Since I’ve already covered the Level 1 Talents in the Traits section, I’ll add a small note about the frustration that can arise while playing Monk. Because of the nature of his basic attacks, it can be hard as games progress to make use of whichever Trait you choose. This is due to the fact that team fights happen more often, and applying Deadly Reach/basic attacks becomes much more of a choice for Monk, forcing you to pick your moments of attack carefully.
If you find that your numbers in regards to damage, healing, or siege are not where you wish them to be, consider taking a look at how and where you are positioning Monk at any given phase of the match. Monk is not the type of healer that can be played from the back line, unless your plan to is to spam Breath of Heaven. However, at that point the enemy has already won, as they are forcing Monk to stand out of attacking range, neutralizing any additional healing from your Level 1 Trait pick.
My advice for getting your basic attacks in and making the most of your Trait is to know when to fight and when to run. Monk’s healing and damage from his Trait tends to be a slow build, so attempting to jump in to save your stupid Diablo team mate from a 1 v 3 situation is just going to get both of you killed in most situations. Be aware of what Heroes have the hardest time getting away from auto attacks, and be ready to strike when you see those characters blow their cooldowns. Targets like Nazeebo can be easy marks in hectic team fights because they’ll have to decide between attacking the Monk or going after a higher priority target. What Monk lacks in burst, he makes up in accruing damage/healing and getting better as team fights grow in length.
With all that said, let’s move on and talk about the Level 4 and up Talents.
Level 4 Talents
A situational pick, for obvious reasons. There’s utility in Foresight if you’re going against Zeratul, but the talent should otherwise be avoided.
One of the biggest flaws of Deadly Reach is using it to attack a mobile target. In most cases, an enemy Hero can literally walk away from Monk, thus stopping the attack. If you’re not in an area where you can Radiant Dash to a target that allows you to attack with the full duration of Deadly Reach, taking Overtake will not only help get the most out of your barrage, but also provide a burst in speed for the purposes of retreat. This is the talent to take if you’re going with an Iron Fist build.

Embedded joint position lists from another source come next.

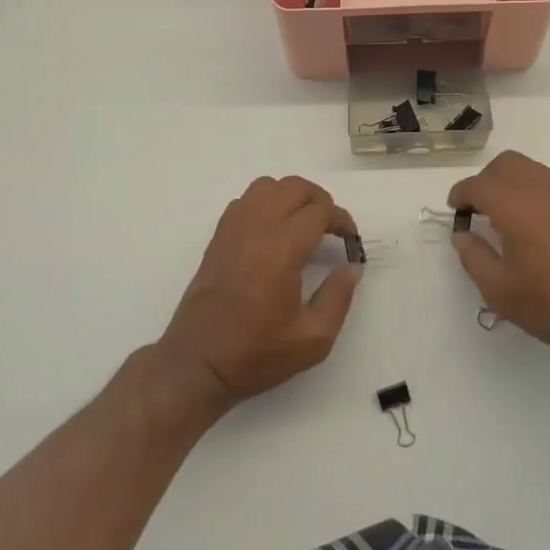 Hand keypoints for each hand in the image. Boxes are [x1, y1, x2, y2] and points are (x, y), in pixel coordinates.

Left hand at [160, 176, 362, 413]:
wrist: (197, 363)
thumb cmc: (256, 353)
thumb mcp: (312, 339)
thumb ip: (338, 298)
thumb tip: (351, 267)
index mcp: (281, 250)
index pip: (319, 211)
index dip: (341, 220)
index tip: (350, 240)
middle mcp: (256, 229)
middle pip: (294, 187)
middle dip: (320, 201)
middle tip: (331, 228)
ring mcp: (233, 230)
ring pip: (267, 186)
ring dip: (290, 196)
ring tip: (302, 223)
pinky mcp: (218, 237)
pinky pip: (245, 201)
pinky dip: (265, 203)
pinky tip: (273, 231)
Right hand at [448, 151, 549, 369]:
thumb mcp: (499, 290)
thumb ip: (473, 257)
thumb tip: (463, 235)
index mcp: (516, 205)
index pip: (479, 185)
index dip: (461, 194)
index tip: (455, 210)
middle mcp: (542, 190)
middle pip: (506, 164)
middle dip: (486, 180)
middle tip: (478, 210)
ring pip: (532, 170)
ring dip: (511, 183)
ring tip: (505, 218)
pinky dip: (533, 193)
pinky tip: (535, 227) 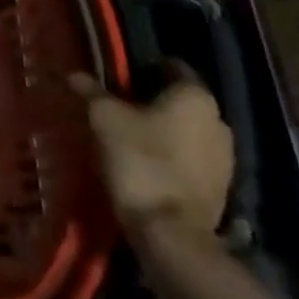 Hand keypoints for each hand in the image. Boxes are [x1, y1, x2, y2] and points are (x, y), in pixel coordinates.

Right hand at [69, 65, 233, 240]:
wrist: (170, 233)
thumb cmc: (140, 160)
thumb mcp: (104, 118)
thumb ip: (91, 92)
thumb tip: (74, 74)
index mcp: (195, 96)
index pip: (171, 65)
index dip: (142, 67)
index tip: (117, 77)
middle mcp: (219, 120)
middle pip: (179, 99)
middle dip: (151, 100)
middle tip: (117, 106)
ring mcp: (225, 157)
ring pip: (187, 130)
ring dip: (162, 130)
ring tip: (128, 137)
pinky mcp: (221, 187)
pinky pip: (192, 158)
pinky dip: (171, 156)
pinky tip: (145, 164)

Healing Ward has really been put through the wringer when it comes to nerfs. Once a staple choice for each and every healer, the totem is now relagated to an “Eh.” pick. While Ward is probably more useful as a team pick-me-up before or after a team fight, away from any potential enemy that can snipe it before the full 10 seconds is up, it does have applications during battle. Dropping the Ward during a tightly packed team fight may be enough to cause distraction to or away from it, potentially saving a team mate from focus fire.
I consider it a toss-up between this and Protective Shield, but usually go with Healing Ward. It can help while taking mercenary camps and provides enough health to keep people from Hearthing back to base before a major push.

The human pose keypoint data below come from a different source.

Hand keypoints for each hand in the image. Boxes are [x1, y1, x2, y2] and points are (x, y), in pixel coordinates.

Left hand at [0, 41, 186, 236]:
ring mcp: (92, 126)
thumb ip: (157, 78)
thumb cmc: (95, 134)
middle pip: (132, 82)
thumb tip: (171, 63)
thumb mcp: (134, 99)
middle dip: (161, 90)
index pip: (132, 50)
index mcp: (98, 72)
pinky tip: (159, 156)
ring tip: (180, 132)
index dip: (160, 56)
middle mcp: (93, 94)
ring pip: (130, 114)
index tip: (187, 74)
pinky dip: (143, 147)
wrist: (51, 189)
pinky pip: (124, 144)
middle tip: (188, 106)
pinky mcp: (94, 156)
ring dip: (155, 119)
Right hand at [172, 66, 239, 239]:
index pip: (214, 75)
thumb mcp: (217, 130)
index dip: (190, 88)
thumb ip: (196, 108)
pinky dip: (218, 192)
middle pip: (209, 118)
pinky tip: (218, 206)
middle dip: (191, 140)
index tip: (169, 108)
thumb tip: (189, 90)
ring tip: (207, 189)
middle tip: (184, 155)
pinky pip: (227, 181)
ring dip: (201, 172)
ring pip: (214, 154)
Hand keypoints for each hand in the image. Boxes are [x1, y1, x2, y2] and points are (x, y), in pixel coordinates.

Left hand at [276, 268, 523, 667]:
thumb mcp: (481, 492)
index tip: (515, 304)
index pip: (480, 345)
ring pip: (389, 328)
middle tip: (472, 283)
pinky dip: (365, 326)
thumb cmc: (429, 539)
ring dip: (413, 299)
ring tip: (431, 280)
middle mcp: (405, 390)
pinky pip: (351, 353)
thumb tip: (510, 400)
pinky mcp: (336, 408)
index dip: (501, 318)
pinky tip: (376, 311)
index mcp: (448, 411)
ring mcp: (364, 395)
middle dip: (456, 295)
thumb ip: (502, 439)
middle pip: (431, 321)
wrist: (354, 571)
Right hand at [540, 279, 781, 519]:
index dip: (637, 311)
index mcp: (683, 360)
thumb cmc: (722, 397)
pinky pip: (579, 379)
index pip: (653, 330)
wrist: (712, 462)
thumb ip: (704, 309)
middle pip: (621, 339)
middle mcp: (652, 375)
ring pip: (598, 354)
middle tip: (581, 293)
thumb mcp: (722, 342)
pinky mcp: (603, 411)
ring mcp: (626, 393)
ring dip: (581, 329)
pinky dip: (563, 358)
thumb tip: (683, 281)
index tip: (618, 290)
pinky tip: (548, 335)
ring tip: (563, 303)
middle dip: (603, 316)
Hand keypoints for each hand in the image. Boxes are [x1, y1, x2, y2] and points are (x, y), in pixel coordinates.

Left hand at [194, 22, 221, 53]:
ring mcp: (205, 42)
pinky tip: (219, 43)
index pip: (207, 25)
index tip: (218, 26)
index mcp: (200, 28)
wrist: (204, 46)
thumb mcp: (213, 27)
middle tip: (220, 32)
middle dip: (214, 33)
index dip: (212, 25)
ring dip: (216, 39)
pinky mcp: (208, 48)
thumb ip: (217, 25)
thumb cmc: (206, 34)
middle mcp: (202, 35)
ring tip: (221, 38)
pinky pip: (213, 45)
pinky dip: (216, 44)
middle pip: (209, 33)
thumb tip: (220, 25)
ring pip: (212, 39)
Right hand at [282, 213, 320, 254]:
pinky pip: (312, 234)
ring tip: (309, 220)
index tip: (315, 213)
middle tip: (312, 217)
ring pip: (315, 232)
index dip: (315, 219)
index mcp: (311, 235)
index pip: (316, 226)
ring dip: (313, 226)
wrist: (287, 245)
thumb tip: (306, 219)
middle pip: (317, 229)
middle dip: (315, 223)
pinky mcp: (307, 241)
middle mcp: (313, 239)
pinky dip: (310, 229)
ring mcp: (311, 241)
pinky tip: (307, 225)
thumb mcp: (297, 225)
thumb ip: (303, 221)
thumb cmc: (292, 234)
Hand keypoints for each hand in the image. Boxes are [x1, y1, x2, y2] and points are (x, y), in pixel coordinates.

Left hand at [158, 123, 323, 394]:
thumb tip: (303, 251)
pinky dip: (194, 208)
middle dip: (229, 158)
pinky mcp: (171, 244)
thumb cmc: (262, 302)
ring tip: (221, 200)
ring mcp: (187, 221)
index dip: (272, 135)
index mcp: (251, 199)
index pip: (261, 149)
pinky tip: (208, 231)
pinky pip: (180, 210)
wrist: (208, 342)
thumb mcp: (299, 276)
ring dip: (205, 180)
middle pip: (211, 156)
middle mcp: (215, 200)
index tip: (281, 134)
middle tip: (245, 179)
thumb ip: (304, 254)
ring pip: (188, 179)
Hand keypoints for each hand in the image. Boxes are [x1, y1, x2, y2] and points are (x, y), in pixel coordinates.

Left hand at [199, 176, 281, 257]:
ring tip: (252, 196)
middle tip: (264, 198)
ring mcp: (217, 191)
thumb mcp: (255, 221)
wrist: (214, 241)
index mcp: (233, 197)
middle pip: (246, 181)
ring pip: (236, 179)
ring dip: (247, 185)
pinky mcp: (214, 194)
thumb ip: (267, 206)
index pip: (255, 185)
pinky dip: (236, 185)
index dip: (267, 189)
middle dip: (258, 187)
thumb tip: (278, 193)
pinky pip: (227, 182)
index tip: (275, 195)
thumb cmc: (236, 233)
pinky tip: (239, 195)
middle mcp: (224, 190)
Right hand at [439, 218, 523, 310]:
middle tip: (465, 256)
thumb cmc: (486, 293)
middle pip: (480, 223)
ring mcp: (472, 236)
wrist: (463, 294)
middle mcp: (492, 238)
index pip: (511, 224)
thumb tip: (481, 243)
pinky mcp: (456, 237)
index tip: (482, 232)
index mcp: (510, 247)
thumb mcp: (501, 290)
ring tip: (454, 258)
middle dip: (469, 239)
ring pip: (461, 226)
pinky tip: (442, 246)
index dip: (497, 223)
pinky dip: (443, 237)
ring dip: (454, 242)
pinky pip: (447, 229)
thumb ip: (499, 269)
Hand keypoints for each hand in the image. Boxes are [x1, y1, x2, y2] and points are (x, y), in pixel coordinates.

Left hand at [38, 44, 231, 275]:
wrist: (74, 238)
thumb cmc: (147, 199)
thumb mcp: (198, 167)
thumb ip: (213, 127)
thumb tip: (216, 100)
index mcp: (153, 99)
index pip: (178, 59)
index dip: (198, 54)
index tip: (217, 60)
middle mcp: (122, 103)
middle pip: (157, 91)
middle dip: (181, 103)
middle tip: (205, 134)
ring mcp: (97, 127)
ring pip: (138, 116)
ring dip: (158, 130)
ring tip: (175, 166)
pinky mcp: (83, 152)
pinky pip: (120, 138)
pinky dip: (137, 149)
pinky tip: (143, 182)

On paper, Protective Shield appears to be the obvious pick. In application, I find that the ability doesn’t jive with the hectic, always doing something nature of Monk’s play style. The Shield can prove to be useful if you have a major heavy on your team such as Diablo or Stitches, but otherwise I find that Healing Ward provides more of an overall benefit.
Level 7 Talents
Whether you’re going with a healing or damage build, Echo of Heaven is the Talent of choice for Level 7. The second burst of healing in an already great AOE heal adds up quickly, no matter if you’re helping friends or hurting foes. The Talent has great synergy with Iron Fist builds, as it provides a great healing burst that more than makes up for not taking the healing Trait. Nothing else in the Level 7 tier is really worth your time.

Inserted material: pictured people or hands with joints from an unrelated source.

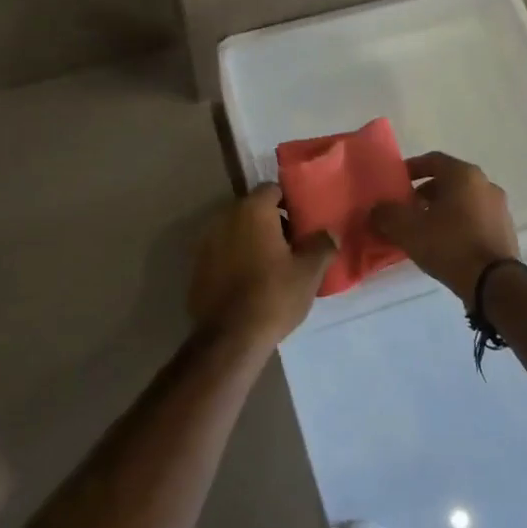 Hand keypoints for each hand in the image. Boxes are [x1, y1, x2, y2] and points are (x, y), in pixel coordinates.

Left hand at [188, 186, 335, 349]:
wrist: (229, 338)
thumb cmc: (273, 295)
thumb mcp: (309, 271)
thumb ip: (322, 245)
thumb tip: (329, 233)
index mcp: (252, 210)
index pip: (272, 189)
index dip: (289, 203)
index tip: (302, 223)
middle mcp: (225, 217)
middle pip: (252, 209)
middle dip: (271, 222)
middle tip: (292, 245)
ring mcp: (206, 242)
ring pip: (236, 231)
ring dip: (252, 241)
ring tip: (272, 266)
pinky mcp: (197, 266)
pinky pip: (222, 253)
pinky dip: (235, 259)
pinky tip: (249, 283)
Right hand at [369, 152, 519, 303]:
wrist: (494, 284)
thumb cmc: (449, 245)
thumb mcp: (408, 229)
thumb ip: (386, 214)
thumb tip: (376, 209)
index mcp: (463, 174)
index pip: (432, 160)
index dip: (410, 169)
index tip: (395, 184)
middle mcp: (485, 184)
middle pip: (448, 181)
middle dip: (424, 193)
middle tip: (406, 209)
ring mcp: (499, 208)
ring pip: (463, 200)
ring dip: (442, 209)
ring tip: (423, 230)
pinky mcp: (505, 231)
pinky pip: (475, 219)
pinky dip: (458, 224)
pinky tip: (445, 244) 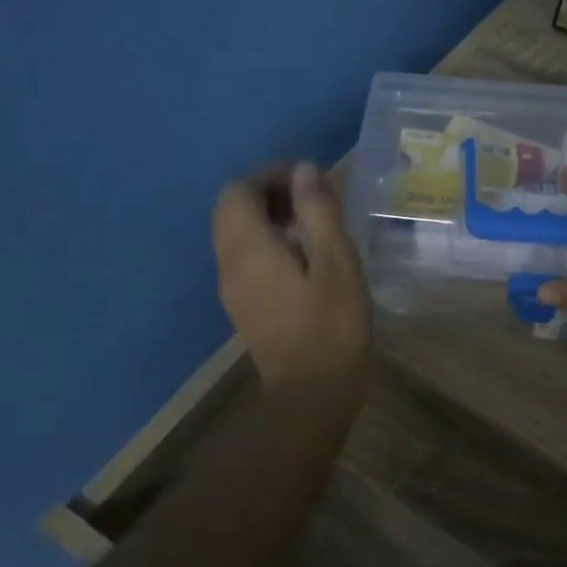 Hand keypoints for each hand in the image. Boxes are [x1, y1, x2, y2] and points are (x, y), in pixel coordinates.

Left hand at [212, 162, 369, 395]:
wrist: (313, 395)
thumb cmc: (332, 326)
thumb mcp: (337, 263)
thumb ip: (319, 213)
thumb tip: (304, 171)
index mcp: (249, 248)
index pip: (238, 191)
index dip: (270, 176)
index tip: (310, 181)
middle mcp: (229, 263)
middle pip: (231, 210)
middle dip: (267, 193)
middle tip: (312, 200)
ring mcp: (233, 288)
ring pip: (236, 235)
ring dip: (267, 218)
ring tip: (313, 225)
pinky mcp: (244, 306)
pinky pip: (245, 258)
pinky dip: (267, 242)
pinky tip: (305, 258)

The biggest problem with Hundred Fists is that it directly hinders Monk’s ability to activate his trait. At Level 20, this will deal a little over 400 damage upon Dashing to an enemy. While this may sound like enough to finish off a retreating foe, it goes against Monk’s ability to stand stalwart in the middle of a fight, generating healing/damage through continuous attack. It also doesn’t help that this has no applications for tower diving, as Radiant Dash can’t be used on buildings.
One of two redundant picks in the Level 7 talents, Clairvoyance is rendered a moot pick by the mere existence of Foresight in the Level 4 tier. While the area of effect isn’t as large with Foresight, it can be used more often. If you’ve already picked Foresight, I cannot ever see this as a pick, and certainly not over Echo of Heaven.
Another Talent that has been beaten black and blue with the nerf bat, Cleanse just isn’t as strong as a utility pick as it once was. On a character that already has a bevy of skills and abilities that require precise activation and reflexes, Cleanse can be seen as an inferior pick when the Level 16 Talent Soothing Breeze exists (even if Breeze doesn’t remove Stuns.)
Level 13 Talents
Movement speed bonuses are rarely, if ever, a bad thing. The added bonus to this, well, bonus, is that it can mean the difference between alive friends or food for your enemies. There may possibly be some overlap between this Talent and Overtake, allowing you to get ahead of a retreating enemy as you’re attempting to Deadly Reach them. This Talent is a good choice for healing builds, but some may prefer taking Fists of Fury, purely for basic attack generation.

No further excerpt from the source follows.